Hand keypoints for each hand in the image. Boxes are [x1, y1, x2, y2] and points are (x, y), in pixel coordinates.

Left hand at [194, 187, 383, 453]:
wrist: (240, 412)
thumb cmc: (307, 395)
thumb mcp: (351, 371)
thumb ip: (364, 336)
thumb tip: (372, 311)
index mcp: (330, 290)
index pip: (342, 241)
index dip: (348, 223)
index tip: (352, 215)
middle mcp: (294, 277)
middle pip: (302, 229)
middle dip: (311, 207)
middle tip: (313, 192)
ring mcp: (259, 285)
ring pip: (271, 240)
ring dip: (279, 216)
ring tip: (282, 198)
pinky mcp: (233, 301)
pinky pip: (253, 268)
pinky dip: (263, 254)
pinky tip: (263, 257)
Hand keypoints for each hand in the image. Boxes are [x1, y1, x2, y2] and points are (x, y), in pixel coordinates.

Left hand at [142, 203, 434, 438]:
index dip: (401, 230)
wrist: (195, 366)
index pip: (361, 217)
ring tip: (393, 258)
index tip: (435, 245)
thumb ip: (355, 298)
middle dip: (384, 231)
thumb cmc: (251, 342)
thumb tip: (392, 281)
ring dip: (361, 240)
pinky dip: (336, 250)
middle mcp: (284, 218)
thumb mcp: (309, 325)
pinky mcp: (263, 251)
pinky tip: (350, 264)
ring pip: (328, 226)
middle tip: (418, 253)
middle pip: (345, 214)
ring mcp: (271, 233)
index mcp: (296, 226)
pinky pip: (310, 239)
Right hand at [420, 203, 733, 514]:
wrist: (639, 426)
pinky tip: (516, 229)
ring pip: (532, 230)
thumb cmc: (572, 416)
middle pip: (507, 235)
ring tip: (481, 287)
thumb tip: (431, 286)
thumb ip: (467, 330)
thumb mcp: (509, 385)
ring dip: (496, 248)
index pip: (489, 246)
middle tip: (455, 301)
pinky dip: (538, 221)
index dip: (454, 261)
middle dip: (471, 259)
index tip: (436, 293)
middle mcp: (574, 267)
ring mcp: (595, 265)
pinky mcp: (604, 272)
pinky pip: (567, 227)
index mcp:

━━━━━━━━

• Problem description
Only the number is wanted: how many lines in the entries above contain the word "pinky"?

• Response area
12